## INSTRUCTIONS FOR THE TASK
In the listing below, find each line containing "math" and report it.

## DATA FOR THIS EXERCISE

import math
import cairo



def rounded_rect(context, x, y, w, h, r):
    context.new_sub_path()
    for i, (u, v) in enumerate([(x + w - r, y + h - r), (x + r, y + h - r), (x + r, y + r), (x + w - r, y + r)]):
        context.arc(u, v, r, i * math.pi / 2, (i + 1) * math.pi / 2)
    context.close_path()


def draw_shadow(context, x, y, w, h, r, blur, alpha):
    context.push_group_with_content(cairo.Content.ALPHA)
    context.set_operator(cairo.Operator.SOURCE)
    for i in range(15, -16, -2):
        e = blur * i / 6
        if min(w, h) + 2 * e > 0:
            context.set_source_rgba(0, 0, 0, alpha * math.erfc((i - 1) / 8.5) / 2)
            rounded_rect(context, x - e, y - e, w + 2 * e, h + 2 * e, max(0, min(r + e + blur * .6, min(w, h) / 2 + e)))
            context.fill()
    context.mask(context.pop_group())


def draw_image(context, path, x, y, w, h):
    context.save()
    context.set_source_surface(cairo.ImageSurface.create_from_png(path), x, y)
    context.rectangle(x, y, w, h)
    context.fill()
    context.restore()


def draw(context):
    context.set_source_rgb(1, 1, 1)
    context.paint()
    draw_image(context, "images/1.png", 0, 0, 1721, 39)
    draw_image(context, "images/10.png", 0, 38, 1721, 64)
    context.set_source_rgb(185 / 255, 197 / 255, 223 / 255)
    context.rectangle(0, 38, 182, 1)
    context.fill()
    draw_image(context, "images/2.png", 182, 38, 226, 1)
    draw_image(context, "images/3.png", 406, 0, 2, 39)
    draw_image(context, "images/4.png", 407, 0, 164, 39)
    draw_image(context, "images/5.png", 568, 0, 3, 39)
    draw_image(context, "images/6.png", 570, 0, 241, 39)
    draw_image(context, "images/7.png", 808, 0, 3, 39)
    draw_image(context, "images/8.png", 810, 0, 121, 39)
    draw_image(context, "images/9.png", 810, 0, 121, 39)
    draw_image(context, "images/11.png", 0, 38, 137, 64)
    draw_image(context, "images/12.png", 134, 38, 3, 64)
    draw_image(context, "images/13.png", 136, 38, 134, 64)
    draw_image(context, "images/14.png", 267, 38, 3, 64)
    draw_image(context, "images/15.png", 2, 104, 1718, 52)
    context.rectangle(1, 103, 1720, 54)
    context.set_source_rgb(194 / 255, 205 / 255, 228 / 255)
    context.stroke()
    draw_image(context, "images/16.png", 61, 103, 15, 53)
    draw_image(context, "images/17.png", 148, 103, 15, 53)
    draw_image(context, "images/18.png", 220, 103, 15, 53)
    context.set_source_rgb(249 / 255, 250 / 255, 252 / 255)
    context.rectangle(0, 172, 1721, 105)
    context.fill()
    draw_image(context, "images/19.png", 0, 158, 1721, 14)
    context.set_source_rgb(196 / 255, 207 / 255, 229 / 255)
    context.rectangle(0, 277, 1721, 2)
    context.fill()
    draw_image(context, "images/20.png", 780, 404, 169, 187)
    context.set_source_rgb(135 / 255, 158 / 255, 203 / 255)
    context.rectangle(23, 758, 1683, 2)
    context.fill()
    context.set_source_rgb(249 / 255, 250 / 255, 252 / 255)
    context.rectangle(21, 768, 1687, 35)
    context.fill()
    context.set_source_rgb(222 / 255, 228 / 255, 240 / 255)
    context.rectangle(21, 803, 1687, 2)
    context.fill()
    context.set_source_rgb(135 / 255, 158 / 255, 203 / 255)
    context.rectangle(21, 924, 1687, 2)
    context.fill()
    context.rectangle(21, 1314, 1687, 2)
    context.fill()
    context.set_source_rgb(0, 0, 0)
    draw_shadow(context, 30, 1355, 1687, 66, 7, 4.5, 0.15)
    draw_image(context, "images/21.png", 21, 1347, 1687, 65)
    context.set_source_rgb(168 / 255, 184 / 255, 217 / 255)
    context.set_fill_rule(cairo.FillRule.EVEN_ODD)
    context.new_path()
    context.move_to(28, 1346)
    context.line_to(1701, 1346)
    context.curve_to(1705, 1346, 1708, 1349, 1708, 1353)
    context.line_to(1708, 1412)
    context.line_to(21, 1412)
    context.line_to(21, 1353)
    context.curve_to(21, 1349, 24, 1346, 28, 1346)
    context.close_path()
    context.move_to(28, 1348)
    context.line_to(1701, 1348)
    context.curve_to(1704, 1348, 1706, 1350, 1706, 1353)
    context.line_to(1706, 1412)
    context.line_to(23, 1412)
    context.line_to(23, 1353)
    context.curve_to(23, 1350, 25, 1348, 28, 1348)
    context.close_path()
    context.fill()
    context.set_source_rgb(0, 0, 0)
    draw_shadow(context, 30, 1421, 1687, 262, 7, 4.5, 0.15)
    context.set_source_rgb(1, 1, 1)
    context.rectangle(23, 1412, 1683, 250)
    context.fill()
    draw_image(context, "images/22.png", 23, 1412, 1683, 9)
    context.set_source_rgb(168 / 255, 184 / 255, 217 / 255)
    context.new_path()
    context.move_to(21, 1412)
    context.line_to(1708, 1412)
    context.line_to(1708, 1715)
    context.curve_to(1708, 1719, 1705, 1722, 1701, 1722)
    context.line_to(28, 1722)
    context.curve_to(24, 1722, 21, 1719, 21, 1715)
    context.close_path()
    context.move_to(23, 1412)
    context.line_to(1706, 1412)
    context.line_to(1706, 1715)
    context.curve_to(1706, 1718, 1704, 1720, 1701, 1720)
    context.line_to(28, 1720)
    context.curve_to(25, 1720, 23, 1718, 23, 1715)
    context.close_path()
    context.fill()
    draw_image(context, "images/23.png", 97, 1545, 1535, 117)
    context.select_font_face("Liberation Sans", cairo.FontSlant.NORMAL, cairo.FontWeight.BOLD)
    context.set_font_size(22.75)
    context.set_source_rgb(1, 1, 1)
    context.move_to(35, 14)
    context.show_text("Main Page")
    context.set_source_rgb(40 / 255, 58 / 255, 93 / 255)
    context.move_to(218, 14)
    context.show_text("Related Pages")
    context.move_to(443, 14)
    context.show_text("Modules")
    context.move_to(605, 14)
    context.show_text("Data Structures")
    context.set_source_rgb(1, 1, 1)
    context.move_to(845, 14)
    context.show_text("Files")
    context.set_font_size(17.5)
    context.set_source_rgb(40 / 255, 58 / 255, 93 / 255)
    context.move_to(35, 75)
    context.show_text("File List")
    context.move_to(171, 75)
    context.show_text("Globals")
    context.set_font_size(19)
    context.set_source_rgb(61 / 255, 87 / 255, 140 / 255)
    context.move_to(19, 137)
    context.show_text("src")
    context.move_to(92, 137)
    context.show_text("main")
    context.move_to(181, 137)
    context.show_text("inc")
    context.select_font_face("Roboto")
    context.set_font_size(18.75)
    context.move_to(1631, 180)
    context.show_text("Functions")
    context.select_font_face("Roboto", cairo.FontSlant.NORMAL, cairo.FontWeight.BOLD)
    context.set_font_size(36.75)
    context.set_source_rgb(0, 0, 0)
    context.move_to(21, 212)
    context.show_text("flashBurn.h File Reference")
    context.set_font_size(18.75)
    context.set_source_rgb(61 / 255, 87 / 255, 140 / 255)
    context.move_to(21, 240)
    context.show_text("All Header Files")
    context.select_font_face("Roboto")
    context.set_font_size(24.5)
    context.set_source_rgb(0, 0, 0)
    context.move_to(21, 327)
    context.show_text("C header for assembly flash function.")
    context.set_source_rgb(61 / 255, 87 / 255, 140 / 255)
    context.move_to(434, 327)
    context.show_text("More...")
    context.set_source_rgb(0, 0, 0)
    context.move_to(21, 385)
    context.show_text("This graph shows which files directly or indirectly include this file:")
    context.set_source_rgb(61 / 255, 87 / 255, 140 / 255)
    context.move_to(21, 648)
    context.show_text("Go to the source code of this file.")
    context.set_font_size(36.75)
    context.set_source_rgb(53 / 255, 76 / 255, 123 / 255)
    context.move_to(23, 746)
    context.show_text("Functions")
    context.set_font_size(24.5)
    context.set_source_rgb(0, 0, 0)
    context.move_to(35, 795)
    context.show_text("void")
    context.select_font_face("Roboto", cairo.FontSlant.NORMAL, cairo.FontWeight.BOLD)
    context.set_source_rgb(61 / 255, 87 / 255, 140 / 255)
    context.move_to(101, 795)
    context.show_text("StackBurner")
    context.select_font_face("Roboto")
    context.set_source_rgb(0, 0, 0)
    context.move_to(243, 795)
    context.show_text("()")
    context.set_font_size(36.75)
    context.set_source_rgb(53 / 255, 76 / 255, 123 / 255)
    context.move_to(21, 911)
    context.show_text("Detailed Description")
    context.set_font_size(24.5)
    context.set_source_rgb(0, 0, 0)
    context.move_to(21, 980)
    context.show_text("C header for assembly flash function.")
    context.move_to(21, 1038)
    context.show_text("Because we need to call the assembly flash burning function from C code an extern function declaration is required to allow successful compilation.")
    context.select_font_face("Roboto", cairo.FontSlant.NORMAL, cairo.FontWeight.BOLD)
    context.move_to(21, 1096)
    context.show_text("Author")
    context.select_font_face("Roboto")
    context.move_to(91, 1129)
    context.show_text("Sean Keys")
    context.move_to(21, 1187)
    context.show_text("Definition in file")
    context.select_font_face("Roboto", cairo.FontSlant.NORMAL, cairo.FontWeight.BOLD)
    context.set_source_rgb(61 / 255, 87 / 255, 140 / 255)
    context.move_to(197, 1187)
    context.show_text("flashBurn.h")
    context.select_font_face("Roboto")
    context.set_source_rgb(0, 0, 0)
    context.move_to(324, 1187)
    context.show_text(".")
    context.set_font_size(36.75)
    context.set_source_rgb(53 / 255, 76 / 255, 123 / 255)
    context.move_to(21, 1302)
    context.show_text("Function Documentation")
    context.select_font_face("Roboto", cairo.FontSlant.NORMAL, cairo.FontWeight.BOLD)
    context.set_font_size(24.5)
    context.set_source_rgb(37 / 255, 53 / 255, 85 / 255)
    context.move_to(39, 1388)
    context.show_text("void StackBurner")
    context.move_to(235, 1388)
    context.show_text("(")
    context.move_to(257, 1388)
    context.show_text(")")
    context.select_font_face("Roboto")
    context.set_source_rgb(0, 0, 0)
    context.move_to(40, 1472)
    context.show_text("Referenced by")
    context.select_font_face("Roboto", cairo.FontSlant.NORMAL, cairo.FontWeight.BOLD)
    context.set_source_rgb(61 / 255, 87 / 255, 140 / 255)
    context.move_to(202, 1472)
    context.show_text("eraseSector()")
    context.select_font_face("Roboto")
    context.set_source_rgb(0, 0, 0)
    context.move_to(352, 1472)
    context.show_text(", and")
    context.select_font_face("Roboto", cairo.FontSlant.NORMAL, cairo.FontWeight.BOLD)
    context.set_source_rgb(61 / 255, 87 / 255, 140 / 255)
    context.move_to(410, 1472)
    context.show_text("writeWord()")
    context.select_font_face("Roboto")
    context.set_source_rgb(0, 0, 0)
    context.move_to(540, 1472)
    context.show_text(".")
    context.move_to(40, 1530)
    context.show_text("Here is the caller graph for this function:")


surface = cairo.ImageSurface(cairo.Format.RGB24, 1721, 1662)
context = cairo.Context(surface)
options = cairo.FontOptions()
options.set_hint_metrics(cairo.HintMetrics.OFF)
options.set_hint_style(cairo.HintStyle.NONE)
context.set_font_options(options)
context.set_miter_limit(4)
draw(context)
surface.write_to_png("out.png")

## ANSWER TO THIS TASK
import math
        context.arc(u, v, r, i * math.pi / 2, (i + 1) * math.pi / 2)
            context.set_source_rgba(0, 0, 0, alpha * math.erfc((i - 1) / 8.5) / 2)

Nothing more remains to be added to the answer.